Молчание на секунду повисло, но было тяжёлым, как камень.
— Ладно. Завтра жму их. Но хочу, чтобы всё было зафиксировано. Юрист будет со мной.
Они разошлись по комнатам, никто не хотел спать, планы требовали голоса и действия.
Ночь затянулась в чёрный узел. Арсен не поехал домой. Сердце стучало в висках, мысли жгли сильнее огня. Руль под его руками хрустел от напряжения, и он понимал, если не выплеснет это сейчас, сгорит дотла. Он свернул к старому спортзалу на окраине, где когда-то готовился к боям, где стены пропитались потом и криками.
Ключ провернулся в замке с металлическим лязгом, лампы дрогнули и вспыхнули бледным светом. Воздух встретил его резким запахом железа, пыли и старой резины. В углу висела груша: тяжёлая, чёрная, как сама ночь.
Он сбросил куртку прямо на пол, рванул бинты и, даже не наматывая, обрушился на грушу с первой же серии ударов. Гулкий звук раскатился по залу, словно выстрелы. Каждый удар был криком. В Лику, в Руслана, в тех, кто поставил камеры, в саму подлость мира. Но больше всего… в себя.
Кожа на костяшках треснула уже на пятом ударе. Кровь выступила тонкой красной линией и тут же смешалась с потом. Но он бил сильнее. Ему нужно было заглушить в себе ревность, сомнение, боль. В грудь будто вбили кол, дыхание рвалось, как будто лёгкие наполнили угли.
«Не могла она. Не могла…»
Удар. Глухой, яростный, от которого груша отлетела назад.
«А если могла?..»
Ещё один, резкий, с разворотом корпуса.
«Нет-нет! Её подставили!
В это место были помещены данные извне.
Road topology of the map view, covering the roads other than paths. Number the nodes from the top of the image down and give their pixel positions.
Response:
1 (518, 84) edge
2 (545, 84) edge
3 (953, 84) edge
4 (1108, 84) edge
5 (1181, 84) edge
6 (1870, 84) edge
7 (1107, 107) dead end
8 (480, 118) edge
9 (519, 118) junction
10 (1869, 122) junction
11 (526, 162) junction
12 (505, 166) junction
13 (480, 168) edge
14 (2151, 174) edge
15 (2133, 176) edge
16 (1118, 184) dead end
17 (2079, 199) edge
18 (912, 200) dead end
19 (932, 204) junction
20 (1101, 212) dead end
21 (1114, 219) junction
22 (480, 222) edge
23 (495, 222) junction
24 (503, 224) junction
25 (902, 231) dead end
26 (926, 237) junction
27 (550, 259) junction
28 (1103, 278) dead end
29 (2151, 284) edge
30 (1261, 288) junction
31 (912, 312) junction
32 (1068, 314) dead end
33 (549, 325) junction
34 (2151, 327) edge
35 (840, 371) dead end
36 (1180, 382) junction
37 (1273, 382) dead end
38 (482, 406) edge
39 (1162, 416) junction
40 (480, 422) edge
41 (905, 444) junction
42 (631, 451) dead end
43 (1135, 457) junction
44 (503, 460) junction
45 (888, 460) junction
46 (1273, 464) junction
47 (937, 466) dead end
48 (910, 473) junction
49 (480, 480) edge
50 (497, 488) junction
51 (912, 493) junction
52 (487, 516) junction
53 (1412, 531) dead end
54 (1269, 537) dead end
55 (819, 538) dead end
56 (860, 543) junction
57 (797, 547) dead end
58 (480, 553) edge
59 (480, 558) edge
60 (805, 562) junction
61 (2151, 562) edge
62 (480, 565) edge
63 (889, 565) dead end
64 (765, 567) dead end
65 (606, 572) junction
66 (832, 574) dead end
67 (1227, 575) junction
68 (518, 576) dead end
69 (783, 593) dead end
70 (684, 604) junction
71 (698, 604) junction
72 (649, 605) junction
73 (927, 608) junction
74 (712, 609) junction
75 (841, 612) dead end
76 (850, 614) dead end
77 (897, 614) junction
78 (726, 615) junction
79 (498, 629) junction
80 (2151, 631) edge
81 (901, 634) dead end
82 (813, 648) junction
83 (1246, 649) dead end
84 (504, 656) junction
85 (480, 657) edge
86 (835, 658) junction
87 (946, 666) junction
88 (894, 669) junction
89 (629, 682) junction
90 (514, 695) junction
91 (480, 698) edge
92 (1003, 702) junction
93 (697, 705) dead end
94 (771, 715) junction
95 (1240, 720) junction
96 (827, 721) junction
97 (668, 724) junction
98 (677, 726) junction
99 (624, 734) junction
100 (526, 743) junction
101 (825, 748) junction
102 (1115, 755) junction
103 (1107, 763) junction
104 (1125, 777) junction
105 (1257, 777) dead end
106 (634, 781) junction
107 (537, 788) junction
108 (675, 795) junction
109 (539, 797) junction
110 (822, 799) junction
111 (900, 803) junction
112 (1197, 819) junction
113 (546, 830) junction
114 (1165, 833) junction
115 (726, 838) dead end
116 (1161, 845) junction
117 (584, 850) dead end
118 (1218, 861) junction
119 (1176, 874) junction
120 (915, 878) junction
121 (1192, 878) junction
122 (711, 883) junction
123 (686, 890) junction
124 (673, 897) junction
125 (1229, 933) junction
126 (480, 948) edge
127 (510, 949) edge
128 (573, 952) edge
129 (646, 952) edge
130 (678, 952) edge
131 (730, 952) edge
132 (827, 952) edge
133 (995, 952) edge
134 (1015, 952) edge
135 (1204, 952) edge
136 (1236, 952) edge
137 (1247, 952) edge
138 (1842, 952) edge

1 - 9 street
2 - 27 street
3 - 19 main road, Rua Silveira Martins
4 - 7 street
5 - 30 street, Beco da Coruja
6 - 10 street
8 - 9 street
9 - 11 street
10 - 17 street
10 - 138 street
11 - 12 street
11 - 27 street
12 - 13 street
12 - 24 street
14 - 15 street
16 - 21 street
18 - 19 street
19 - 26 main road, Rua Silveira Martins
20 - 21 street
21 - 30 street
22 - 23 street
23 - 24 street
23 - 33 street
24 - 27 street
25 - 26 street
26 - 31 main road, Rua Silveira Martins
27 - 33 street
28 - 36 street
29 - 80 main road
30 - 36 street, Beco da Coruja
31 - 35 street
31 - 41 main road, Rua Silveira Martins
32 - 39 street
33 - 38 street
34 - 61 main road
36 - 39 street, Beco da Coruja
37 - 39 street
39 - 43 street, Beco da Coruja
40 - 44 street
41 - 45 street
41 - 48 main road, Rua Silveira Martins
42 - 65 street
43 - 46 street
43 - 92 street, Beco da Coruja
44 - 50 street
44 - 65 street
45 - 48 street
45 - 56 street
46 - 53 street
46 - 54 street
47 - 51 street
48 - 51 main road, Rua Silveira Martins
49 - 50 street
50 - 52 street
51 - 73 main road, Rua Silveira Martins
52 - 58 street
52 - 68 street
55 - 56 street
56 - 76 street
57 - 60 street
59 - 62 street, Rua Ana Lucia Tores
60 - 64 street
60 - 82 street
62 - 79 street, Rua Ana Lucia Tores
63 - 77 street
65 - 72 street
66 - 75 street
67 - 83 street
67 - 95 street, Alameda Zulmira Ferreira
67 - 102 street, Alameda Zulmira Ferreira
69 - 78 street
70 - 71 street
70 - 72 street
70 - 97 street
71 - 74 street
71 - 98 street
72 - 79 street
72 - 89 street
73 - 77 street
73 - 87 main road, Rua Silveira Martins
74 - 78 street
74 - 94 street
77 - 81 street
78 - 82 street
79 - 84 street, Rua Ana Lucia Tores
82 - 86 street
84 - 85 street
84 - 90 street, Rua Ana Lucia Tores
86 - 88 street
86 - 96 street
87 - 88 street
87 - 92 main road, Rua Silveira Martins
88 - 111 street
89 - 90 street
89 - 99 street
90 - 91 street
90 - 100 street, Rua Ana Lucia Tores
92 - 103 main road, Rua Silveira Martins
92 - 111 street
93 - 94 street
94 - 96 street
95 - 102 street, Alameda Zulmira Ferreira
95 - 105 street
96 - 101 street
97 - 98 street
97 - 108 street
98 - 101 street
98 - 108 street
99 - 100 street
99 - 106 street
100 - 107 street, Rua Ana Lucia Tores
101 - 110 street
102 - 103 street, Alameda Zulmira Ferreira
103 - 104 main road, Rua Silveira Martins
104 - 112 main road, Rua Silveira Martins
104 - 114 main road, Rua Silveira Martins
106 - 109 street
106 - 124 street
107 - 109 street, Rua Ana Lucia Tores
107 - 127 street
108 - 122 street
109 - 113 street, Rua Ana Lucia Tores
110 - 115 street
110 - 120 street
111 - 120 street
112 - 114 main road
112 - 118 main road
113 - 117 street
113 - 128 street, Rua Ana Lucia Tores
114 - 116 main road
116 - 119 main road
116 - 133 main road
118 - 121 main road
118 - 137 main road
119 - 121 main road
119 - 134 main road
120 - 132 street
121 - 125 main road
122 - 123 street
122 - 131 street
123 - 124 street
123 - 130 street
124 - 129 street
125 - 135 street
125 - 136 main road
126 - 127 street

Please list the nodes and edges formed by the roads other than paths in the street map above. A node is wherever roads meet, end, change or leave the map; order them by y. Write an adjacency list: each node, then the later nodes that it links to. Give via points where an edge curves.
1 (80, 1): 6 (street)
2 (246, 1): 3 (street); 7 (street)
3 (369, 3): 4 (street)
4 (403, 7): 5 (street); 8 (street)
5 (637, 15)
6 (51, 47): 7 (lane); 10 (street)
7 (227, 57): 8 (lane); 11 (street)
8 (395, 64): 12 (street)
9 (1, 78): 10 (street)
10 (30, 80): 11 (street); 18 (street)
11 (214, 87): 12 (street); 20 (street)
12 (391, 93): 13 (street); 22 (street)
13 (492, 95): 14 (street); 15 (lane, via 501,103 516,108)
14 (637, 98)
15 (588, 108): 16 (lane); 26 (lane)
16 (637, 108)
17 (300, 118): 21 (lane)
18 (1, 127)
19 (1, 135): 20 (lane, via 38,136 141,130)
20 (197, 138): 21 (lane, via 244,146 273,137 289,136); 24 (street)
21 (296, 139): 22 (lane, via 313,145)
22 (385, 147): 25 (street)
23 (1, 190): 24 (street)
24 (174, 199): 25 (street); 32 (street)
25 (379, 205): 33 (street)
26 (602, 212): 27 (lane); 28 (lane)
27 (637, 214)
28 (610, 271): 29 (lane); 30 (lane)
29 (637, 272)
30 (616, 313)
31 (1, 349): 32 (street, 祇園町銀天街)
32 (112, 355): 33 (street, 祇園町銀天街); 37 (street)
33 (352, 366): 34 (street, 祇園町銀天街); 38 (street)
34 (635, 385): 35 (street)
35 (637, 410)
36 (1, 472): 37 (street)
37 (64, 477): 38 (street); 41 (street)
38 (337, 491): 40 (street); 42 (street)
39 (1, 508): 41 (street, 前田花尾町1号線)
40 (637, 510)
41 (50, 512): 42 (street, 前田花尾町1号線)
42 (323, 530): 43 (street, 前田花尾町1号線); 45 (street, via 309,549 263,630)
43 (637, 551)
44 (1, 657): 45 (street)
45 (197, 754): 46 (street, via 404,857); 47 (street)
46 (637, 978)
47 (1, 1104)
Должны были подставить…» — серия из трёх ударов, по каждому из которых закричали суставы.
Груша качалась так сильно, что цепи заскрипели под потолком. Арсен бил до хрипоты, пока грудь не разрывалась, пока пот не закрыл глаза, пока руки не стали чужими от боли. В голове мелькали образы, её улыбка Руслану, лог с её именем, фото с постели. Яд ревности и обиды мешался с яростью, и каждый удар был отчаянной попыткой вырвать этот яд изнутри.
— Хватит! — раздалось вдруг за спиной.
Арсен резко обернулся. В дверях стоял Камиль. На нём был домашний свитер, лицо усталое, но глаза горели тревогой. Он шагнул ближе, наблюдая, как брат, с кровавыми кулаками, снова заносит руку для удара.
— Ты себя убьёшь, брат, — сказал Камиль твёрдо, но спокойно. — Так сомнения не вышибают.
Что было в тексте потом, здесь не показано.